## Task instructions
From the entries below, gather every line containing the string "pinky".

## Available data
========================

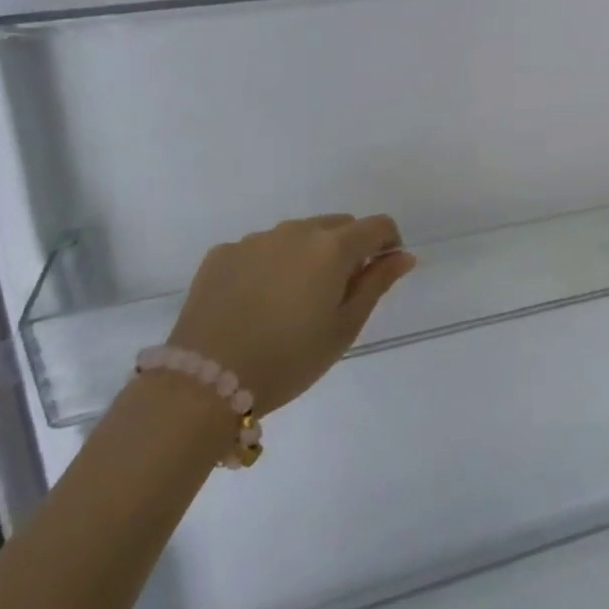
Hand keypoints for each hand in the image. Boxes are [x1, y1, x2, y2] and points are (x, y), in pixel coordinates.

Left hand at [167, 215, 415, 415]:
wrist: (205, 382)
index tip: (382, 272)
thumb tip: (403, 255)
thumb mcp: (344, 328)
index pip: (377, 225)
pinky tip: (257, 302)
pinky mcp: (223, 253)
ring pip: (297, 235)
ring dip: (308, 255)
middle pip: (338, 225)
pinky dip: (270, 265)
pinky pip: (260, 249)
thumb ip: (376, 284)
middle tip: (338, 293)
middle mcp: (295, 231)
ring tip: (293, 300)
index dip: (388, 244)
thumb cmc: (289, 360)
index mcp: (332, 247)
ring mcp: (255, 239)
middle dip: (348, 248)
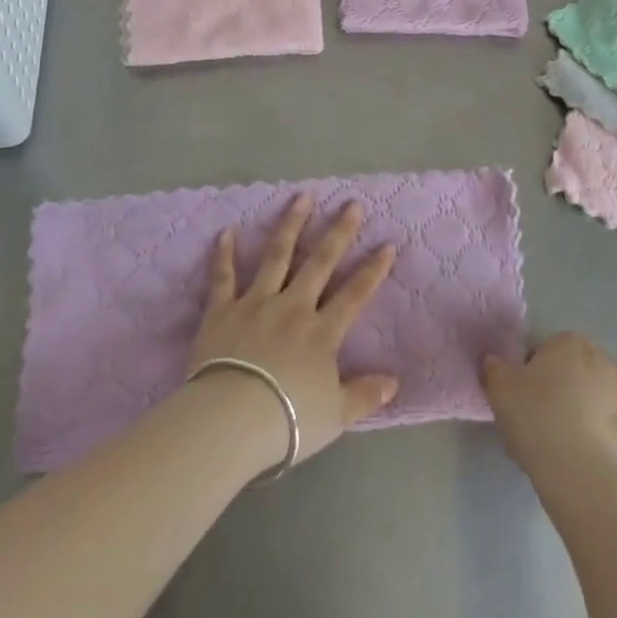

========================

## Answer to this task
pinky tip: (257, 302)
pinky mcp: (223, 253)
pinky dip: (270, 265)
pinky pip: (260, 249)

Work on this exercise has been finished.